§ Recorded information:
****************************************
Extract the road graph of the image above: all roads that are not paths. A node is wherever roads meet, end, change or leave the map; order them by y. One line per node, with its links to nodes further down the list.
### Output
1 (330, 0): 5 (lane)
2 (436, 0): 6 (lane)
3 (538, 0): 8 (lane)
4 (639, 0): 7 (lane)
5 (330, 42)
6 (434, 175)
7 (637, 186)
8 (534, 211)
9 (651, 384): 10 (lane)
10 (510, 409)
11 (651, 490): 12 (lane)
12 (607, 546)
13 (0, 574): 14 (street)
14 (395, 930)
****************************************
§ Task item: All records are to be restated exactly, from the first line to the last line.

§ Written solution:
Extract the road graph of the image above: all roads that are not paths. A node is wherever roads meet, end, change or leave the map; order them by y. One line per node, with its links to nodes further down the list.
### Output
1 (330, 0): 5 (lane)
2 (436, 0): 6 (lane)
3 (538, 0): 8 (lane)
4 (639, 0): 7 (lane)
5 (330, 42)
6 (434, 175)
7 (637, 186)
8 (534, 211)
9 (651, 384): 10 (lane)
10 (510, 409)
11 (651, 490): 12 (lane)
12 (607, 546)
13 (0, 574): 14 (street)
14 (395, 930)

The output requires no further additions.